▶ _The data_
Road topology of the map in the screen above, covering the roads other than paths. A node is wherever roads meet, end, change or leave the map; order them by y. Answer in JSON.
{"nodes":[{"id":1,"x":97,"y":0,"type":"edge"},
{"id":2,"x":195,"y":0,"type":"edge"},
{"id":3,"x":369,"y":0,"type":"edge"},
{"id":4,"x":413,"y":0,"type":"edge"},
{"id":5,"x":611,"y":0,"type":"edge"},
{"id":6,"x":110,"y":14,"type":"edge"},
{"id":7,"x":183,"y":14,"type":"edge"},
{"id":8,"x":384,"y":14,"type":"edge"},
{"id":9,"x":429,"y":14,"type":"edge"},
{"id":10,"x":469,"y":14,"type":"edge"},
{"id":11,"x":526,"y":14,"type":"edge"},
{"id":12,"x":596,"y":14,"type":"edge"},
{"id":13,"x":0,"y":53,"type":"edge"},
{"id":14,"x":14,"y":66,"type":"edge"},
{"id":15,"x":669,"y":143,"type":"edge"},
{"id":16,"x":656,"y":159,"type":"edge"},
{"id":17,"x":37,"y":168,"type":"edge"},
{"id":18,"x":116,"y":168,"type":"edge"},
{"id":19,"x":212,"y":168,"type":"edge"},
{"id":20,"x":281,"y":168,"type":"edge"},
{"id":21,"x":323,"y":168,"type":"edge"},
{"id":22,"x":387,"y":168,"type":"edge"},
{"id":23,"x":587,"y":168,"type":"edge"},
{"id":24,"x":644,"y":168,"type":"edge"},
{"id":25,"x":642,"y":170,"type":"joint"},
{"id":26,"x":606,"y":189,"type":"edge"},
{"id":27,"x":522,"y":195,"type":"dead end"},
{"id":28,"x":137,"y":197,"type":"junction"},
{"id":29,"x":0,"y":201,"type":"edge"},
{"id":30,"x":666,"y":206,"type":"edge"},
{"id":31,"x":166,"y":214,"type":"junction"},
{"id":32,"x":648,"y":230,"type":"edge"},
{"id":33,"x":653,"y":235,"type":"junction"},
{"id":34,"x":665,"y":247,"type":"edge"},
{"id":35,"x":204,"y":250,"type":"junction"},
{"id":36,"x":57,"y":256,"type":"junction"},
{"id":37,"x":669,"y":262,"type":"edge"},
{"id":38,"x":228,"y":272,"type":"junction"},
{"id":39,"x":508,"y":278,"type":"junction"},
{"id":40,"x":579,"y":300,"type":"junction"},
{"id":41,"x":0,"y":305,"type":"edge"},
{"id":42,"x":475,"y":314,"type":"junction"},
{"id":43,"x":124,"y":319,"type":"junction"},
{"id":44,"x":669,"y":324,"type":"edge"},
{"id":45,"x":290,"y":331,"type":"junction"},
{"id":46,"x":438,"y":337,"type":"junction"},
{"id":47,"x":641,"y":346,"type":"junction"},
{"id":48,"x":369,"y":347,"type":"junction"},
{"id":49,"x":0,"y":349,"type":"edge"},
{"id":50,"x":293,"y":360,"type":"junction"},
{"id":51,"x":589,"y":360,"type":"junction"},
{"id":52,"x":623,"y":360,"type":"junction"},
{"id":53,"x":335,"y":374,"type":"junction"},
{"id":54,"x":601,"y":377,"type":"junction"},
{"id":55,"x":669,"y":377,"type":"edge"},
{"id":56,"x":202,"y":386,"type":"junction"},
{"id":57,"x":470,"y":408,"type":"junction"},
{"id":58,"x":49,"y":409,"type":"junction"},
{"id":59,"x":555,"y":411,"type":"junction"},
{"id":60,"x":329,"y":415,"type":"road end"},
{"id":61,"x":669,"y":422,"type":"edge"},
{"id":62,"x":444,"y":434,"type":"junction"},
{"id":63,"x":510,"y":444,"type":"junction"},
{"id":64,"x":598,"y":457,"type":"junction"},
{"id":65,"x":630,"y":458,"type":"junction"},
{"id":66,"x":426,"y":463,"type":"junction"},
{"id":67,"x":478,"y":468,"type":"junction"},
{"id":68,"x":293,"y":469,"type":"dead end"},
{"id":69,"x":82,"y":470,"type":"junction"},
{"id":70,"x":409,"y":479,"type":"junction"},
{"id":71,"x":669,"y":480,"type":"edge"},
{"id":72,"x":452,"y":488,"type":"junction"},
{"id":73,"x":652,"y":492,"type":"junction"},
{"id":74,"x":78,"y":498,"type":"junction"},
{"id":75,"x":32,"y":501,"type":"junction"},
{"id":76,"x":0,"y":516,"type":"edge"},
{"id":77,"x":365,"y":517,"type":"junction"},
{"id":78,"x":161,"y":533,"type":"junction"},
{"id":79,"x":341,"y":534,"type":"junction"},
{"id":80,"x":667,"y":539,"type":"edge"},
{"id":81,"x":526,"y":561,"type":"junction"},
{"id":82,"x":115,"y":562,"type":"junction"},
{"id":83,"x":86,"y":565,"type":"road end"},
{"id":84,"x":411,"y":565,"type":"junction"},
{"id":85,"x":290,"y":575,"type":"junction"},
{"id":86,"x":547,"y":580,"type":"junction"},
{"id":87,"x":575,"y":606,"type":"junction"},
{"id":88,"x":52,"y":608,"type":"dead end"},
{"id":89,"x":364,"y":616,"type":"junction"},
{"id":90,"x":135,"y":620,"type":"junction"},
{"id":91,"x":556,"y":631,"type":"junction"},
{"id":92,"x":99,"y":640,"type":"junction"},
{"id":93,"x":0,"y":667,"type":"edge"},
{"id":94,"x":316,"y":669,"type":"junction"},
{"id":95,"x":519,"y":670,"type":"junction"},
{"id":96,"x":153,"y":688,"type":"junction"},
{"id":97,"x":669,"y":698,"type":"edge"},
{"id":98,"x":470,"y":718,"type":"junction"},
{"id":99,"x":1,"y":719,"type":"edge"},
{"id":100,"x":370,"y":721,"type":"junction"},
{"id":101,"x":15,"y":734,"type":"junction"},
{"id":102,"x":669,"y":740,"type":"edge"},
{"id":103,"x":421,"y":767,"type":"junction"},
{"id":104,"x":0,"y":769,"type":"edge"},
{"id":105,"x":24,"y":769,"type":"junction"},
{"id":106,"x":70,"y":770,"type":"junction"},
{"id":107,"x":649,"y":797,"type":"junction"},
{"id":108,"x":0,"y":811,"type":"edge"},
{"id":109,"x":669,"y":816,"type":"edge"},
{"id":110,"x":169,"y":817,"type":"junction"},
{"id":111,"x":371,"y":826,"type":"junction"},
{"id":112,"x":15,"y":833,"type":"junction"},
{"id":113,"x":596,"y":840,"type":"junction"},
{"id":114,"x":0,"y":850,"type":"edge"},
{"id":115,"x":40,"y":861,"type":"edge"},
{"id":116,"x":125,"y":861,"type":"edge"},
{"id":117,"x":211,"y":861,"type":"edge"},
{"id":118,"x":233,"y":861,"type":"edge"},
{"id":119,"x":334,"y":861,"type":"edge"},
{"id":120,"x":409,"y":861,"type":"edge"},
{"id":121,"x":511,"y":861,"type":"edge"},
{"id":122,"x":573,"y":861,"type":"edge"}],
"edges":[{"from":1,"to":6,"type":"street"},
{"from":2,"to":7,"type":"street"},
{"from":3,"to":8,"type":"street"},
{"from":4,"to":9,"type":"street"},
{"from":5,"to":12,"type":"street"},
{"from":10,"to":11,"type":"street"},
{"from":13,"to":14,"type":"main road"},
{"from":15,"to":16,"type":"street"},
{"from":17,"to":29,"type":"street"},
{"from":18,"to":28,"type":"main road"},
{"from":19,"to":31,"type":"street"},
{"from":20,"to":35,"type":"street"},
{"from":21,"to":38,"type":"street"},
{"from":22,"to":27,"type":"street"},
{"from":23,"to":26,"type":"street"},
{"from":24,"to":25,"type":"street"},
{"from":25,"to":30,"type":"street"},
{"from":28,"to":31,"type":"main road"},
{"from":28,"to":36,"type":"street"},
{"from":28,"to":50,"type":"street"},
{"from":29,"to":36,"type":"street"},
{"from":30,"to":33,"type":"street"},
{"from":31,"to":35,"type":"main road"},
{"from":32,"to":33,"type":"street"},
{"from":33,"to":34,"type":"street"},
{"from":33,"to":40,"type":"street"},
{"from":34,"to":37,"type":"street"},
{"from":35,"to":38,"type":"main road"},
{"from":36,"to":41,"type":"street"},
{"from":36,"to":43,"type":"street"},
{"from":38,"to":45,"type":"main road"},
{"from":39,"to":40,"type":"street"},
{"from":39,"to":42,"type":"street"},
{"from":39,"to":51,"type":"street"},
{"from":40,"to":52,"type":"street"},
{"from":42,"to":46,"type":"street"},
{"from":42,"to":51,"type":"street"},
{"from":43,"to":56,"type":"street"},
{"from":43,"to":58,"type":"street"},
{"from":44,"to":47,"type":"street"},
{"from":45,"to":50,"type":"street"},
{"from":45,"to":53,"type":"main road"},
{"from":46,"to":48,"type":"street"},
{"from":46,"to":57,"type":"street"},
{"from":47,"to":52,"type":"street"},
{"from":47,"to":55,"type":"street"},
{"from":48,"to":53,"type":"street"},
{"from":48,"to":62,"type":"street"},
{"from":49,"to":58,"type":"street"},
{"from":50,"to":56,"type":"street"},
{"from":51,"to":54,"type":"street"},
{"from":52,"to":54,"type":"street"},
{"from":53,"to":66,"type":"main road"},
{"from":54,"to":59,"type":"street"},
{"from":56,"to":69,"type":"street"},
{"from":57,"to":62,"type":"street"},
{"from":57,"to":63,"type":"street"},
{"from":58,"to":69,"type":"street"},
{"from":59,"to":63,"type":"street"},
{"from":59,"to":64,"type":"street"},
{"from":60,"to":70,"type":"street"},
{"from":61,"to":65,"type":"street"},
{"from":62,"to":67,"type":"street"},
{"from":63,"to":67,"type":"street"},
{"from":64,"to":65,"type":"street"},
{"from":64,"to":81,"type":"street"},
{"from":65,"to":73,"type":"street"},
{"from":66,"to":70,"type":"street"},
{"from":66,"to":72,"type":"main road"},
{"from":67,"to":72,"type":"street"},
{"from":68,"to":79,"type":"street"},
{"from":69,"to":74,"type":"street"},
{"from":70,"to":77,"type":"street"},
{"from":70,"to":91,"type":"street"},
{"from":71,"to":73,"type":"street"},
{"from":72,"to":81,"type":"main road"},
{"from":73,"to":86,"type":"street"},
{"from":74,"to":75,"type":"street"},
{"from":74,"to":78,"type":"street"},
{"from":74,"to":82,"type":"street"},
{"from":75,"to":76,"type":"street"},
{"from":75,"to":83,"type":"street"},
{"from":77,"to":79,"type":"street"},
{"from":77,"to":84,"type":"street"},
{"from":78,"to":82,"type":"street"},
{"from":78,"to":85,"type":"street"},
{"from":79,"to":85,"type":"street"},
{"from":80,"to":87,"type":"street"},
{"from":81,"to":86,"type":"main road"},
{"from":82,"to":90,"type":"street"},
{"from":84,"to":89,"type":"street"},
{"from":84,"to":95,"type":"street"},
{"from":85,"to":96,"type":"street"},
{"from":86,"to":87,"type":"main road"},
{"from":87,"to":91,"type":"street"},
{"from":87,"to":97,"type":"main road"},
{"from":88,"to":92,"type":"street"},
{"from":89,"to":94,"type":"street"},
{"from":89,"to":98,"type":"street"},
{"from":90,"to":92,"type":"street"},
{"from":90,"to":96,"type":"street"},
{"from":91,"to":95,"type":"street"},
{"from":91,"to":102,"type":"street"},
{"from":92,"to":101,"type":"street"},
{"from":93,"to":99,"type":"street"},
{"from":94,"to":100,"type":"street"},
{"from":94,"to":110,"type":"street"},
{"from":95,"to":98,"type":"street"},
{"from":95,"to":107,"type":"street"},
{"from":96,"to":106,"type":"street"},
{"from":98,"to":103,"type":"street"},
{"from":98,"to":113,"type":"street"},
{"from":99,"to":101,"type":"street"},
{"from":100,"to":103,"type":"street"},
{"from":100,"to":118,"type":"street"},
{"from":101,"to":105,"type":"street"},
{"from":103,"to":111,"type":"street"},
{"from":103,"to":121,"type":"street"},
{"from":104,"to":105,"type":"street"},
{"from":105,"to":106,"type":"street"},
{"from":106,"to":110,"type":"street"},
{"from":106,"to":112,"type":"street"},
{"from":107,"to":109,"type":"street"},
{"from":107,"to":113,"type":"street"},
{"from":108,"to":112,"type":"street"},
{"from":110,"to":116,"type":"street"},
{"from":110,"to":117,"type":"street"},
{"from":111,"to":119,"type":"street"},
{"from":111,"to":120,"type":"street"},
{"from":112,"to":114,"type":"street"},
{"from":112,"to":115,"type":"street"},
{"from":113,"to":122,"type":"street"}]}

▶ _Task_
Bring together every line in the entries that holds the string "dead".

▶ _Solution to this exercise_
{"id":27,"x":522,"y":195,"type":"dead end"},
{"id":68,"x":293,"y":469,"type":"dead end"},
{"id":88,"x":52,"y":608,"type":"dead end"},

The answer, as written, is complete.